By 2003, Jet Airways had 41 of the latest aircraft and had risen to become India’s preferred and best airline, with a series of firsts attached to its name.
The fight (2004-10): Jet’s troubles began when Air Deccan and others entered the Indian market.
The airline was a full service carrier offering all the luxuries that were associated with making flying pleasurable.
Costs were built in from scratch. But once the low fare rivals came in, Jet was forced to sell at uncompetitive fares.
It’s like building an Oberoi or Taj room but selling it at OYO rates.
In 2004, Goyal took a decision to go international, a smart and calculated move but one he failed to fully capitalise on.
If he had been less paranoid about competition at home, Jet may well have been a serious international airline operating from India today.
It could have worked out arrangements with other domestic players to feed traffic into its hubs and carried passengers out - much like an Emirates or a Singapore Airlines.
But Goyal was unwilling to concede defeat on domestic sectors.
That led him to make the biggest mistake - buying Sahara in 2006-07 for an absurd price - more to thwart arch rival Vijay Mallya than adding any real value to his own business.
In other words, an overriding ambition to rule the domestic skies prevented Jet Airways from becoming a strong and formidable player in the international market.
The Sahara buy added to the complexity of its operations and a dilution of what the airline stood for.
Jetlite, JetKonnect and later the merger of these two reflected the confusion.
The fall (2011-19): Even as late as the third quarter of 2010, Jet was the largest airline in India with a share of 22 per cent.

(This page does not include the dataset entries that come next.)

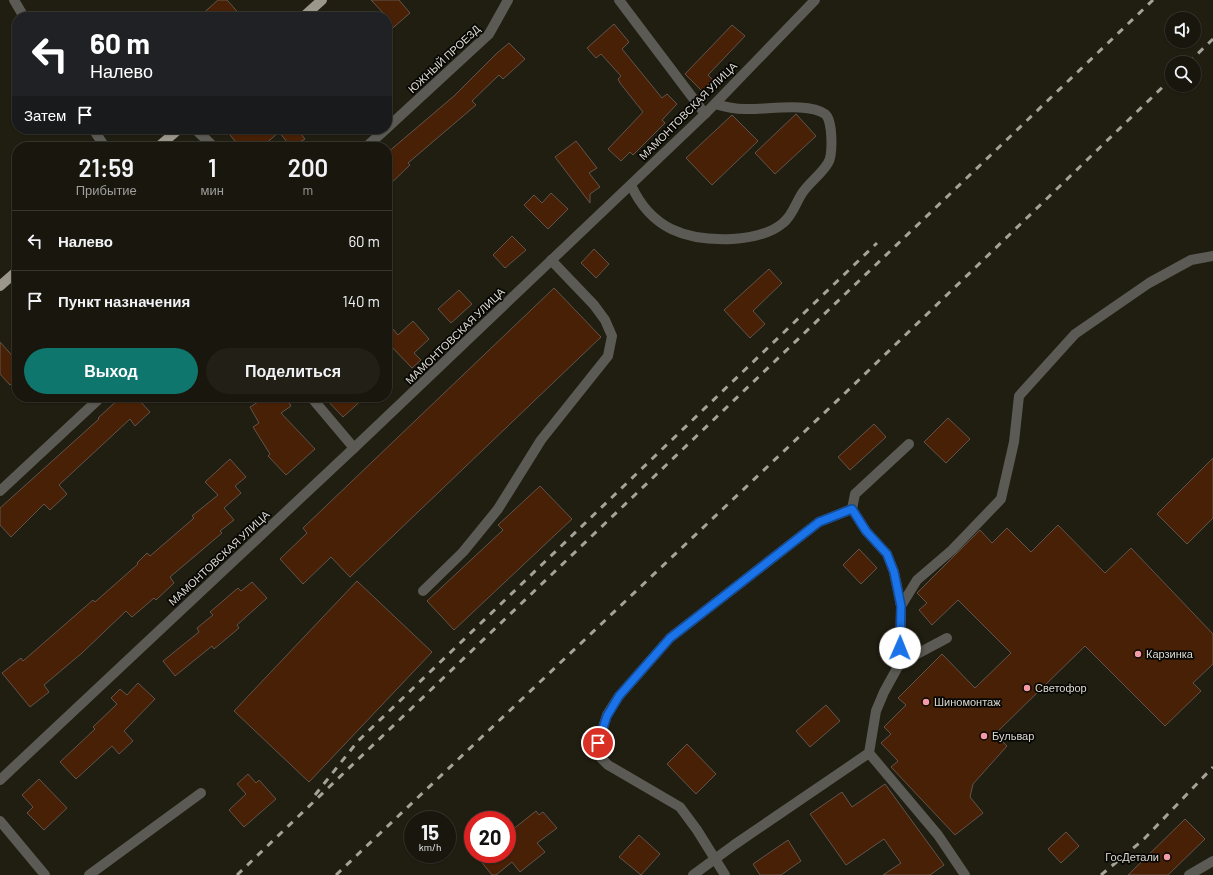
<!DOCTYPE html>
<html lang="ru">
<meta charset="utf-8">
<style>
:root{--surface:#18160d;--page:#211f16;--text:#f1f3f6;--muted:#9f9f9d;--line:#36352e;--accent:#0f766e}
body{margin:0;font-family:Barlow,sans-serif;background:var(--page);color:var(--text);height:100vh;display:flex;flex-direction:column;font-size:15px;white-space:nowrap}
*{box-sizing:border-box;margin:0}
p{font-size:13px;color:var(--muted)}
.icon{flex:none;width:22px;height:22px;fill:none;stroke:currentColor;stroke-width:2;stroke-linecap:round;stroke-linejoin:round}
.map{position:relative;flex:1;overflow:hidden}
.side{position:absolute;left:12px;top:142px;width:380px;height:260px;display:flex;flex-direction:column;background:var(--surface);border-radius:16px;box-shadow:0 1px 3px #0004,0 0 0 1px var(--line)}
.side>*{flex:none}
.top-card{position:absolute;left:12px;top:12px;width:380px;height:122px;border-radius:16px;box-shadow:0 1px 3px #0004,0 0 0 1px var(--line);background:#202124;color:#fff;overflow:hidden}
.controls{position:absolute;left:1165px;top:12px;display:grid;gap:8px}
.controls a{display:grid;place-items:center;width:36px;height:36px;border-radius:50%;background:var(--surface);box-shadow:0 1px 3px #0004,0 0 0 1px var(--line);font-size:20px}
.speed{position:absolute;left:404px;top:811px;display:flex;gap:8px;font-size:20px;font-weight:700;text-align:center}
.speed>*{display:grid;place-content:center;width:52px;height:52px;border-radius:50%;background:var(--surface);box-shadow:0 1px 3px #0004,0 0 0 1px var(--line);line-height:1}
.speed small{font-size:10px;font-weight:400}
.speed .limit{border:6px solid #d22;background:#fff;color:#111}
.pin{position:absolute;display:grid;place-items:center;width:34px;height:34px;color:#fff;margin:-17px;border:2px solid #fff;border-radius:50%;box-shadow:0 1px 4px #0007}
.me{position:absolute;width:44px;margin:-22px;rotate:1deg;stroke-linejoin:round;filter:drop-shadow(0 0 3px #0008)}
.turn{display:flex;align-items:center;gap:14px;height:84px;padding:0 12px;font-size:18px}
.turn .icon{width:52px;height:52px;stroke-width:2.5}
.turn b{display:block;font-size:28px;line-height:34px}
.then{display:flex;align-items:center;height:38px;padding:0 12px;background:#0003;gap:8px;font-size:15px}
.eta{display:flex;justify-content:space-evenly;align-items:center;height:68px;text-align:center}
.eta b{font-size:24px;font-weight:600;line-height:28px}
.cta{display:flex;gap:8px;margin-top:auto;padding:8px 12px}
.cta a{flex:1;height:46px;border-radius:24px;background:var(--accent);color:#fff;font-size:16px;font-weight:600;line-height:46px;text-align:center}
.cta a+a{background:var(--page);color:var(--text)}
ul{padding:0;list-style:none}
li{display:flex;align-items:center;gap:12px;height:60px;padding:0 12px;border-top:1px solid var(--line)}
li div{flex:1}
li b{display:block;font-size:15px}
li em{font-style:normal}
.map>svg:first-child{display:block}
.building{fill:#482005;stroke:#62544d}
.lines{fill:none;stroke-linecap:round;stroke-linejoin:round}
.minor{stroke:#5c5a54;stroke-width:10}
.major{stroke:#9c978b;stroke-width:10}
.rail{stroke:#a5a399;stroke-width:3;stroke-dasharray:7 7;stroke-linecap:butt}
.route-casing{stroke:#114b97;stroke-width:10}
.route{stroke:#1a73e8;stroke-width:7}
.poi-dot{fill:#f49aa6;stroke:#080704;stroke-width:1.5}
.labels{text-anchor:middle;stroke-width:3.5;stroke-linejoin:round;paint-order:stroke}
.street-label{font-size:11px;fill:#dcdad2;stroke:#080704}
.poi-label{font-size:11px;fill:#dcdad2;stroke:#080704;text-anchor:start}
</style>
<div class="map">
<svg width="1213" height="875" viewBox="0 0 1213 875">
<rect width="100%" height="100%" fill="#201d11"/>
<g class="building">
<polygon points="218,0 227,0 242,17 199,17"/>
<polygon points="371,0 399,0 410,13 387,33 387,17"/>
<polygon points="614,24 629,42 622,49 662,98 667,94 677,104 662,120 665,123 633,155 630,152 621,161 608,149 643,112 620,83 618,79 621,76 601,54 596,58 587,48"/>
<polygon points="732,25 745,36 708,75 713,80 702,91 685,74"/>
<polygon points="509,43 525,59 503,79 499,75 472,101 476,105 408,163 410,165 387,187 387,153 454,96 496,54"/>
<polygon points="796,114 816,136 775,174 755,153"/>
<polygon points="732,115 758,141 712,185 686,158"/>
<polygon points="237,129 297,129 305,139 291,147 279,132 262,147 240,147 230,135"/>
<polygon points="576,141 597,168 589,173 600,187 590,194 590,203 555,157"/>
<polygon points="551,193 568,209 548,229 524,205 534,195 542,203"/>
<polygon points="512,236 526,250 505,268 493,255"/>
<polygon points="594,249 609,264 596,278 581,263"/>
<polygon points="769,269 782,283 753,311 765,324 750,338 724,310"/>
<polygon points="554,288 601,337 350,577 331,557 303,584 280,559 307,533 303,528"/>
<polygon points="459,290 472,304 451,323 438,309"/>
<polygon points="413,321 429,339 414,353 421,360 412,368 387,342 387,322 398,335"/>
<polygon points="0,342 17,361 17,379 10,385 0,374"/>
<polygon points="121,397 136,397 150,412 135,426 130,419 59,485 67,494 50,510 44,504 11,537 0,525 0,508 99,419 98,418"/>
<polygon points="266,397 286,397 291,406 281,413 315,449 286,475 268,456 270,454 253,427 259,423 250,407"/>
<polygon points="324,397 365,397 343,417"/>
<polygon points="948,418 970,439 946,463 924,442"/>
<polygon points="874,424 886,437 850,470 838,457"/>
<polygon points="1213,458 1213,518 1187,544 1157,514"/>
<polygon points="230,459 246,477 235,486 241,493 224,508 234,520 220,531 222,533 170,577 174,583 156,600 154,598 132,617 126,611 82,653 44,685 49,692 30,707 2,673 21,658 23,661 93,600 95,602 138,564 137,563 147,553 150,556 194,518 192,516 218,495 205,482"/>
<polygon points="540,486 572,519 454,630 427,601 503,530 498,525"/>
<polygon points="1058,525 1105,573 1131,548 1213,634 1213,664 1193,683 1201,691 1165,726 1085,646 995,734 1007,746 973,784 970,797 983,813 955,835 891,767 898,761 881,743 891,734 884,727 906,705 898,698 942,654 975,688 1011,653 958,600 932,625 919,610 927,603 917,593 980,530 992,543 1007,528 1031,552"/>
<polygon points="859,549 877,568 861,584 843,565"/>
<polygon points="357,581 432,652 309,782 234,711"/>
<polygon points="252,582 267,598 237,625 239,628 214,649 212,646 175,676 163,661 199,632 197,628 213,615 210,612 238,588 241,591"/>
<polygon points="138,683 155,699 124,731 133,741 119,754 112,746 76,779 60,762 95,729 93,727 117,704 111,698 120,689 127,695"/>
<polygon points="826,705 840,721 810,747 796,731"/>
<polygon points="687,744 716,774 696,794 667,764"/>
<polygon points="248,774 256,783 259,780 276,799 244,827 229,810 246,794 237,784"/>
<polygon points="39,779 67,808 44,830 27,813 33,807 22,795"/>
<polygon points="885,784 944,865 930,875 883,875 901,863 884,839 846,865 810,814 842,792 852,807"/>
<polygon points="536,811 539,815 543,812 557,828 537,843 545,852 520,872 512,862 496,875 492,875 475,854 507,854 507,834"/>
<polygon points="1185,819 1205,839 1168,875 1128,875"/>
<polygon points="1066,832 1079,846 1061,863 1048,849"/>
<polygon points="639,835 660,854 641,875 619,857"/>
<polygon points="788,840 801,861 781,875 760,875 753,864"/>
</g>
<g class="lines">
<g class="minor">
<polyline points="14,0 24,17"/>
<polyline points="619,0 705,114"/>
<polyline points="387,128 489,34 508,0"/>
<polyline points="93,129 105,147"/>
<polyline points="195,129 214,147"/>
<polyline points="366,147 386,129"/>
<path d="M631 185C651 229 686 241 732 239 749 238 769 235 783 223 792 216 795 205 801 195 808 183 821 175 828 163 833 155 833 120 825 114 808 102 766 110 745 109 734 109 725 107 715 104"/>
<polyline points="311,397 354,448"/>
<polyline points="0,491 101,397"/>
<polyline points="423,591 463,552 498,509 541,440 608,356 612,336 605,320 594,305 551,260"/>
<polyline points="901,606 894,572 887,554 866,531 852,509 855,494 909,444"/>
<polyline points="900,663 947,638"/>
<polyline points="0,780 354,448 705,114 815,0"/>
<polyline points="0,821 45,875"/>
<polyline points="89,875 201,793"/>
<polyline points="693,875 734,845 869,753"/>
<polyline points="725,875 697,830 680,807 608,765 600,757 598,743 607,715 619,696 670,638 819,522 852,509"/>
<polyline points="965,875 938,835 869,753 876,711 884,692 900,663 901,606 917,580 952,550 1001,499 1014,442 1019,396 1075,334 1149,283 1191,260 1213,256"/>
<polyline points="1189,875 1213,861"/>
</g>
<g class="major">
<polyline points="303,17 322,0"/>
<polyline points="158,147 179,129"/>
<polyline points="0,286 17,271"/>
</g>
<g class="rail">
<polyline points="1188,63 1213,39"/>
<polyline points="315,795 358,741 877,243"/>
<polyline points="237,875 1153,0"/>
<polyline points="336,875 840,398 1172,78"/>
<polyline points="1101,875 1144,839 1213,767"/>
</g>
</g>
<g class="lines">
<defs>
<polyline id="route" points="598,743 607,716 619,696 670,638 819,522 852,509 866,531 887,554 894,572 901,606 900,648"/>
</defs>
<use href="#route" class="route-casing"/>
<use href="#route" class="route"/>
</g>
<g class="poi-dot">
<circle cx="1138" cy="654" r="4"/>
<circle cx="1027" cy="688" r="4"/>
<circle cx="926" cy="702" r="4"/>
<circle cx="984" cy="736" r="4"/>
<circle cx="1167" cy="857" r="4"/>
</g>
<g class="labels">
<g class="street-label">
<text transform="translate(444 59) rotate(-43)" y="4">ЮЖНЫЙ ПРОЕЗД</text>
<text transform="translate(688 111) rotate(-45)" y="4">МАМОНТОВСКАЯ УЛИЦА</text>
<text transform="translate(455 336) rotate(-44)" y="4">МАМОНТОВСКАЯ УЛИЦА</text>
<text transform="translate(219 558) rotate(-43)" y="4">МАМОНТОВСКАЯ УЛИЦА</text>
</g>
<g class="poi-label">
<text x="1146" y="658">Карзинка</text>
<text x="1035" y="692">Светофор</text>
<text x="934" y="706">Шиномонтаж</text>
<text x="992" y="740">Бульвар</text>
<text x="1159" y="861" text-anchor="end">ГосДетали</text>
</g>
</g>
</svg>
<div class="controls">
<a><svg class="icon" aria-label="sound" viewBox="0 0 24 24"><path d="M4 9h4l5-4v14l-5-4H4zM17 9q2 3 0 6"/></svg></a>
<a><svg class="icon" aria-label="search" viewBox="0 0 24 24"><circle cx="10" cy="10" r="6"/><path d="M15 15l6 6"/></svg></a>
</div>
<div class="speed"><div>15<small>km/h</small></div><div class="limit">20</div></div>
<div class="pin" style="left:598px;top:743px;background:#d93025"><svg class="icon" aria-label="arrive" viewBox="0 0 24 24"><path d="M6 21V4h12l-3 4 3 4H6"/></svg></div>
<svg class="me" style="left:900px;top:648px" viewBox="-20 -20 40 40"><circle r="19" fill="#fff"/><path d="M0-13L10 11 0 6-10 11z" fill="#1a73e8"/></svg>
<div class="top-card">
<div class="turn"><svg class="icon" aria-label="left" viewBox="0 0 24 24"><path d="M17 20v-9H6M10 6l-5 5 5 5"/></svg><div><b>60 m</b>Налево</div></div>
<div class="then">Затем<svg class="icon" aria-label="arrive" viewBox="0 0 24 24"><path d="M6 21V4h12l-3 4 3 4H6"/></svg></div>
</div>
<section class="side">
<div class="eta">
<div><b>21:59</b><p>Прибытие</p></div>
<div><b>1</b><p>мин</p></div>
<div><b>200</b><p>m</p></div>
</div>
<ul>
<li><svg class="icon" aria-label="left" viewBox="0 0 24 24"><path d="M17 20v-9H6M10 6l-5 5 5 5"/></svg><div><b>Налево</b></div><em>60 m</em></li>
<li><svg class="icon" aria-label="arrive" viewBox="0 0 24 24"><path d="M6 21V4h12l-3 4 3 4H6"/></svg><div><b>Пункт назначения</b></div><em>140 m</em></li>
</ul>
<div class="cta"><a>Выход</a><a>Поделиться</a></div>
</section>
</div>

It is from this point onward that things began to spiral downwards.
Had Goyal at even this stage realised the opportunity he had, Jet Airways could have emerged as primarily a leading international carrier out of India.
But post 2011, it was almost like Goyal was stumbling from one crisis to another.
Jet appeared to lose direction and it certainly lost speed.
While its international operations did not consolidate into anything substantial, the domestic operations continued to dither and bleed.
This is what eventually led to the sell-out to Etihad.
In 2019, the Jet of 1993 is no longer traceable. The battle seems to have been lost.